To prepare for coding by the research team, an initial standard was set by applying these codes to a set of 39 episodes. Episodes
could be coded with multiple codes. To measure inter-rater reliability, all researchers coded the identified episodes, and a pooled
kappa (De Vries, Elliott, Kanouse, & Teleki, 2008) was calculated to measure reviewers’ agreement with the standard. A pooled
kappa greater than 0.75 (criterion for excellent clinical significance per Cicchetti (1994)) was chosen as a minimum requirement
for agreement. After a training period, reviewers’ pooled kappa exceeded 0.75 (minimum of 0.79). With inter-rater reliability
established, transcripts were distributed, and two researchers independently coded each transcript, using the ’’Dedoose’’ (2018)
application. Across all transcripts, the two reviewers agreed on all codes applied to 87.8% of the episodes (567 of 646 episodes
coded). For the remaining episodes, agreement was established through team discussion. Illustrative examples were selected for
use in this paper.

165
J. Confrey et al. International Journal of Educational Research 92 (2018) 158–172

4.3. Results

We present results relating to each research question, describing the relevant components of the theory of action for each
question. Specific examples are categorized according to the components of the theory of action (Table 3).

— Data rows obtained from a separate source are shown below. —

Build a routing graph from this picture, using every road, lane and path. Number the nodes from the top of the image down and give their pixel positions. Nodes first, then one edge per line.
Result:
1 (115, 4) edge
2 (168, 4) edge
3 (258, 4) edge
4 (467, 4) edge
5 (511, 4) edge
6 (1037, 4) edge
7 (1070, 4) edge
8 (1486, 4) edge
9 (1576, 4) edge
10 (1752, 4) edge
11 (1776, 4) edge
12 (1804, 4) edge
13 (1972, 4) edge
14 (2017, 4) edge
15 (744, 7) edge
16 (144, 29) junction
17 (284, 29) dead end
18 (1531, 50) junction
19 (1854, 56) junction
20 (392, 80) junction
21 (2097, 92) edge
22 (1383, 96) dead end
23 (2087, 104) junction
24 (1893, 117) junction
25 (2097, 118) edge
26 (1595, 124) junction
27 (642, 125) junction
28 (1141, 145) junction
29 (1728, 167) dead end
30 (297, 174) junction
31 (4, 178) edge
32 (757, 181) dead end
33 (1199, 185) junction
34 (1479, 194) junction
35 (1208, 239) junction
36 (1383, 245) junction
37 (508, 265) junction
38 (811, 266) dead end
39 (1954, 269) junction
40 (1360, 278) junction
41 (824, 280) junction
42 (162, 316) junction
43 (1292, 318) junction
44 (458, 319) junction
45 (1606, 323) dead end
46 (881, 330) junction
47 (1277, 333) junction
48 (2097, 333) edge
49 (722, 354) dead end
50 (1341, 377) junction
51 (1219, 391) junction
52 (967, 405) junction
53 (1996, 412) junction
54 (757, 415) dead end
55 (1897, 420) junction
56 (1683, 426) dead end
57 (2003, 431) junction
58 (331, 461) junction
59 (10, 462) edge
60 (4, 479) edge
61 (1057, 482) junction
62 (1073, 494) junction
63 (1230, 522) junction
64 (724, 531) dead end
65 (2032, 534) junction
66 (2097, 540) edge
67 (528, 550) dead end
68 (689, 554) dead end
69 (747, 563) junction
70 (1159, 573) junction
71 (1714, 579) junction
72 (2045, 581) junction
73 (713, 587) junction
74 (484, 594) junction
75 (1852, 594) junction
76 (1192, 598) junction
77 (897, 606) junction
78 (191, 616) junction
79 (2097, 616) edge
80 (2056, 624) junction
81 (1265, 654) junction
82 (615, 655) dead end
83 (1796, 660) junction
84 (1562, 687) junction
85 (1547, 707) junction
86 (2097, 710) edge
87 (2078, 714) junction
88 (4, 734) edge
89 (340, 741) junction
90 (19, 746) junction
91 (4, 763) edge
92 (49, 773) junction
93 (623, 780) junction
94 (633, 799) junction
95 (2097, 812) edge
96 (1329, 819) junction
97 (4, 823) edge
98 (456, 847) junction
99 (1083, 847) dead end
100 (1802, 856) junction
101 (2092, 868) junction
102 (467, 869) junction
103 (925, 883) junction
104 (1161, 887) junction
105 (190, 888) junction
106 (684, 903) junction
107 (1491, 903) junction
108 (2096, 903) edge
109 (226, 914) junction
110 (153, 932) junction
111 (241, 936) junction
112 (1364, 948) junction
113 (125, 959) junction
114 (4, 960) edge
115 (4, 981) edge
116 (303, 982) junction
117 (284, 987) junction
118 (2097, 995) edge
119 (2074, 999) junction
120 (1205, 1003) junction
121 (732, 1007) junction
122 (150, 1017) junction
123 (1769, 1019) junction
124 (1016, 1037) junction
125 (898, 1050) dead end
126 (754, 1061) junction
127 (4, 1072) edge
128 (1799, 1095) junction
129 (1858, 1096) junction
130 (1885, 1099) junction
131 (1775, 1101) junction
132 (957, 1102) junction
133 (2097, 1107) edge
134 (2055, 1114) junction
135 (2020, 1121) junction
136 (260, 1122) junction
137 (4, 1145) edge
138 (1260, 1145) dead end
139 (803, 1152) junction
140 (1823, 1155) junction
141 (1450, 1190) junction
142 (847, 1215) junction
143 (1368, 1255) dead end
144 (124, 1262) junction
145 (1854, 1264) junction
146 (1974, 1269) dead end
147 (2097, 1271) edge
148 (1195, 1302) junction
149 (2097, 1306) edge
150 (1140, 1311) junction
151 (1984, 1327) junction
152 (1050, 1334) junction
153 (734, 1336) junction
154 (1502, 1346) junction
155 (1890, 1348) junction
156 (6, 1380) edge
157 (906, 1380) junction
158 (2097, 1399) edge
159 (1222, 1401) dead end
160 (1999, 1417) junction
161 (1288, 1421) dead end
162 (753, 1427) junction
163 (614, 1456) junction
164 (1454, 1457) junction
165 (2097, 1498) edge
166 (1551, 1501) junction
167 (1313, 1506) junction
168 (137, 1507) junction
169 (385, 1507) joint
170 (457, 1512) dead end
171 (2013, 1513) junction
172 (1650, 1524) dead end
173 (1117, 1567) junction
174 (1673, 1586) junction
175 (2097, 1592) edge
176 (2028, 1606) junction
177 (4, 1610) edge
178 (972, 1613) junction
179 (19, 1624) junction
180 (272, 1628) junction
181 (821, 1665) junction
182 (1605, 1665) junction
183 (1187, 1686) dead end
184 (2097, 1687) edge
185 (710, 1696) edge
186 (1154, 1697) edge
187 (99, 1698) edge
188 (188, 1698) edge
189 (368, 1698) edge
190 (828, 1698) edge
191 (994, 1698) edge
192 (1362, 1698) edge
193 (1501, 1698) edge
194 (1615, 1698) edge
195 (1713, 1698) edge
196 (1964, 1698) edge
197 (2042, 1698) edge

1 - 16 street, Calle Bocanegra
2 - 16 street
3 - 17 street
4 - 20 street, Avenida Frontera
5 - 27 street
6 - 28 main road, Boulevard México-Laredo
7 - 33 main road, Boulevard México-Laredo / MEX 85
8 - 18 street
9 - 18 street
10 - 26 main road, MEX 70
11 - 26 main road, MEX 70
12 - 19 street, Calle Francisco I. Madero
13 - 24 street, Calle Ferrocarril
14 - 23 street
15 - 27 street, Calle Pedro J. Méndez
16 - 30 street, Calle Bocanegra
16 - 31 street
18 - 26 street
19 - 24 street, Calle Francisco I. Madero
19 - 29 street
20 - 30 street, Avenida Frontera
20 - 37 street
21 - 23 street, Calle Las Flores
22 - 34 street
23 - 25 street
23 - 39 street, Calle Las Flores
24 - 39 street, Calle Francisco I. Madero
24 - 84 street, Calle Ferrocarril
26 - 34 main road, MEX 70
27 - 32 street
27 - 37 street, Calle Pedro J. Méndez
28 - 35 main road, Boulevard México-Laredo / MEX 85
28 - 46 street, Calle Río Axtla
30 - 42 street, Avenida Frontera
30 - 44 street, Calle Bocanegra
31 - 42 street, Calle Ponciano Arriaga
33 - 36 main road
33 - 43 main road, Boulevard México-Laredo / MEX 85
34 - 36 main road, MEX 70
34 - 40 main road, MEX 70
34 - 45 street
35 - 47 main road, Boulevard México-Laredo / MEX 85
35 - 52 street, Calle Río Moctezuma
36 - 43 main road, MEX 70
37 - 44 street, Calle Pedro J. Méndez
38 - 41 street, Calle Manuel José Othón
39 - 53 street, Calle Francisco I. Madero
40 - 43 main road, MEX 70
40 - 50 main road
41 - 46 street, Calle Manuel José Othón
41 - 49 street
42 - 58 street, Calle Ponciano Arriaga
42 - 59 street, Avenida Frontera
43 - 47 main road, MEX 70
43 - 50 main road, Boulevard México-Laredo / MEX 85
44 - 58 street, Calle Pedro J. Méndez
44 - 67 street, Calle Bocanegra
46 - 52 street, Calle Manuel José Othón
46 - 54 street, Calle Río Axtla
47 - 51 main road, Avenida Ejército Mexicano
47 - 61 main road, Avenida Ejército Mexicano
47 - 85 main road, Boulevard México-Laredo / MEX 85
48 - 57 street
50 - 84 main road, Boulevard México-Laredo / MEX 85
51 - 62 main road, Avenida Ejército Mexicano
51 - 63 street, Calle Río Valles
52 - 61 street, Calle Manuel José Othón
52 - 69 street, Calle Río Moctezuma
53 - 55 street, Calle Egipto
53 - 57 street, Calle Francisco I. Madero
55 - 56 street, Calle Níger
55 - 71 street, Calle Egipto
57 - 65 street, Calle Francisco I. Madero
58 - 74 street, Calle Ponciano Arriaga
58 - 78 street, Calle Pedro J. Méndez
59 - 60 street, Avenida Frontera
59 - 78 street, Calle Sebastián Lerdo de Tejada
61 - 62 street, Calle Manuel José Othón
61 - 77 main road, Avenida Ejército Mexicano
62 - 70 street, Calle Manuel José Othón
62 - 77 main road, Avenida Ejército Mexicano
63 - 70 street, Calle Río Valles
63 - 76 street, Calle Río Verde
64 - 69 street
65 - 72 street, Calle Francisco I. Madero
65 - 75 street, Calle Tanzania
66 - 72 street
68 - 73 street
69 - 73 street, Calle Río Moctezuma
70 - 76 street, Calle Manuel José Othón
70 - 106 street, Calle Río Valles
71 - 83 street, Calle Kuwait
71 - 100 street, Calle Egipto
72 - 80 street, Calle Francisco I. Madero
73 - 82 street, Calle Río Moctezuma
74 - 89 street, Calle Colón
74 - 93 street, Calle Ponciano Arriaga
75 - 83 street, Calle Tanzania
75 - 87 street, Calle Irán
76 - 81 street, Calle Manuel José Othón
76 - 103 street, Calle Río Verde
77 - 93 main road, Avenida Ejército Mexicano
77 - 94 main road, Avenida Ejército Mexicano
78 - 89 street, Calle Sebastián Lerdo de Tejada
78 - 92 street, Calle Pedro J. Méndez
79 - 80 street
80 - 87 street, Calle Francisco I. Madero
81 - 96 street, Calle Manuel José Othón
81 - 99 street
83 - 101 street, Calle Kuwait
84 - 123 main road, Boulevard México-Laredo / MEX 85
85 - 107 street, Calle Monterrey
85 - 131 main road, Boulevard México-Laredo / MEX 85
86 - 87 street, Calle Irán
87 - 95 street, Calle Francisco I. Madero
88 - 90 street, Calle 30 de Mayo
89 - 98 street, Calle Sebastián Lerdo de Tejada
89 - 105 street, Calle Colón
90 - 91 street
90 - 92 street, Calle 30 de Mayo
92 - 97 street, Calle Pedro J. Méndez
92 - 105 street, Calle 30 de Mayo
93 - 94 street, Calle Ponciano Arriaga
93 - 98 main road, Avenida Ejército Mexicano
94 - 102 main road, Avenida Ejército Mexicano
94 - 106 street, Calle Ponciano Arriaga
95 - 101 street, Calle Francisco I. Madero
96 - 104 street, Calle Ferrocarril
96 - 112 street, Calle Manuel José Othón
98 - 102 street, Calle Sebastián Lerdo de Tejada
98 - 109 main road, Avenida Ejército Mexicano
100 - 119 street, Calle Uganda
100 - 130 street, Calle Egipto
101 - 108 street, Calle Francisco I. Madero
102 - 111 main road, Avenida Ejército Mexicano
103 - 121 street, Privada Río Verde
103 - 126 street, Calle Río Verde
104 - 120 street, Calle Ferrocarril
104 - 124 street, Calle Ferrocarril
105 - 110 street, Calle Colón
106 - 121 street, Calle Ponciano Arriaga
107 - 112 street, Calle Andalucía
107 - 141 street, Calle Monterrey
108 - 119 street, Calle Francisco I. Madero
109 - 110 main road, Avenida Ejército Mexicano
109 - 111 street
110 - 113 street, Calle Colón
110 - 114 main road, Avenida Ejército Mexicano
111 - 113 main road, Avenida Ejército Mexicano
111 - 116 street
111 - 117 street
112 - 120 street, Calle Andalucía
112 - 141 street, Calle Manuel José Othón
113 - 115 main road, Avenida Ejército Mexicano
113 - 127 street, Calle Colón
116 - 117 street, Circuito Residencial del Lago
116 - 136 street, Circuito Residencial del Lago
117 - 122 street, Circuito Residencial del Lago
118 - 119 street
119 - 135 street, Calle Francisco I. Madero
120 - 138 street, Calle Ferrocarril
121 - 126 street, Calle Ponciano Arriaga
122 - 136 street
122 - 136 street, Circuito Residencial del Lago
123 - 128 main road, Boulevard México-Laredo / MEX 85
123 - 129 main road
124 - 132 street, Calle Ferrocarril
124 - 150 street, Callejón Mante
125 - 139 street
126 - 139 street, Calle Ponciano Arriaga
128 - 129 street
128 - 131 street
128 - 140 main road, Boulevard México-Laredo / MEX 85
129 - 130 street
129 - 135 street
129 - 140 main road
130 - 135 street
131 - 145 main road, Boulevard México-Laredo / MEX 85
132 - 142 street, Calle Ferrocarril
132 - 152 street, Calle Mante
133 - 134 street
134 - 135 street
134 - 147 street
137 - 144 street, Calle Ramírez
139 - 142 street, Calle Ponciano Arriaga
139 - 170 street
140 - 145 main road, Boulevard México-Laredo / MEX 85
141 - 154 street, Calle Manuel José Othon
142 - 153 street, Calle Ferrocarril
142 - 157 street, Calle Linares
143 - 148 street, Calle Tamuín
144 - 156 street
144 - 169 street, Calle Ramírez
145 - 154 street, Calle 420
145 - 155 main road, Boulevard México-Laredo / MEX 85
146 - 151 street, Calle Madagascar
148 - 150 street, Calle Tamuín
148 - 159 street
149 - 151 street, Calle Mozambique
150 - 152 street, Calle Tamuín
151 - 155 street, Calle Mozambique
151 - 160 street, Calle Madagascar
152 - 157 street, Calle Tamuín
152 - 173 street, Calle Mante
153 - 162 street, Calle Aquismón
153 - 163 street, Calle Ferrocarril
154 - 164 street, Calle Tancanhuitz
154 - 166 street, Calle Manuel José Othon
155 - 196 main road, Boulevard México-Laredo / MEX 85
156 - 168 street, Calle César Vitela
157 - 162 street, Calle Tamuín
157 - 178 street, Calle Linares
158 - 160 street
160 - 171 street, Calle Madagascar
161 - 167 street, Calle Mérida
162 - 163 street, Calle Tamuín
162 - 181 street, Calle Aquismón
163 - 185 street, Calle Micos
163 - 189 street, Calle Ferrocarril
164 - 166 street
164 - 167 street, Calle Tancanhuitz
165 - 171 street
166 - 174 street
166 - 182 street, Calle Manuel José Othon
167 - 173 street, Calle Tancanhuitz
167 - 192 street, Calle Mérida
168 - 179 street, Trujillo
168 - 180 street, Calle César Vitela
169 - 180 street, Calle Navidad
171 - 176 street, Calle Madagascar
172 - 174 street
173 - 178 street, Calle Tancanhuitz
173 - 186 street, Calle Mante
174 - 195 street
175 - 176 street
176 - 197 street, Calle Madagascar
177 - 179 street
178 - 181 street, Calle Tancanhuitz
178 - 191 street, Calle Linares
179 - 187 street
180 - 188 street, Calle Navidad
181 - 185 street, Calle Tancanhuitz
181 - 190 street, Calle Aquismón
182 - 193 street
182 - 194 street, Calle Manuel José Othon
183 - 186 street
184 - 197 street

4.3.1. Research Question 1: how do teachers review the data from the heatmaps and use student reports to make adjustments in their
instruction?
4.3.1.1. Data Sources. Teachers differed in their facility with and proclivity towards use of M-M. Two teachers did not share the data
representations of student reports or a heatmap, and only reviewed the assessment items one after the other, mirroring the conduct of
a traditional test review.
This contrasted with other teachers who carefully demonstrated the features of the tool and communicated their purpose to
students before interpreting the data. For example, during year 1, when T2 introduced an anonymized version of her class’s heatmap
for the first time, she told the class how to read the data display, and discussed how to interpret the map’s color-coding:
T2: Now, the white spaces on my report mean you didn’t have that question, because we didn’t all have the same question. So, if
there’s a white space, it means you didn’t have a question there. And… each one of these columns is an individual student.
She asked which color they thought stood out the most. The students replied in unison, “Yellow.”5She asked them if the “yellow
popping out” was a “good thing,” and the students replied in the negative. This orientation towards data would be expected in a
“performance setting” where a teacher reports on how well the material was learned. However, she moved from evaluating to
interpreting the data, using “we” repeatedly to identify the whole class with the heatmap results.
In year 2, after the M-M Practice feature became available, she and her class discussed the heatmap data from their recent test on
“Key Percent Relationships” and asked: “Which construct would you say would be the first one we need to practice?” They replied,
“Construct C,” which had more orange (Fig. 5). The teacher used the features of the heatmaps to guide her instruction.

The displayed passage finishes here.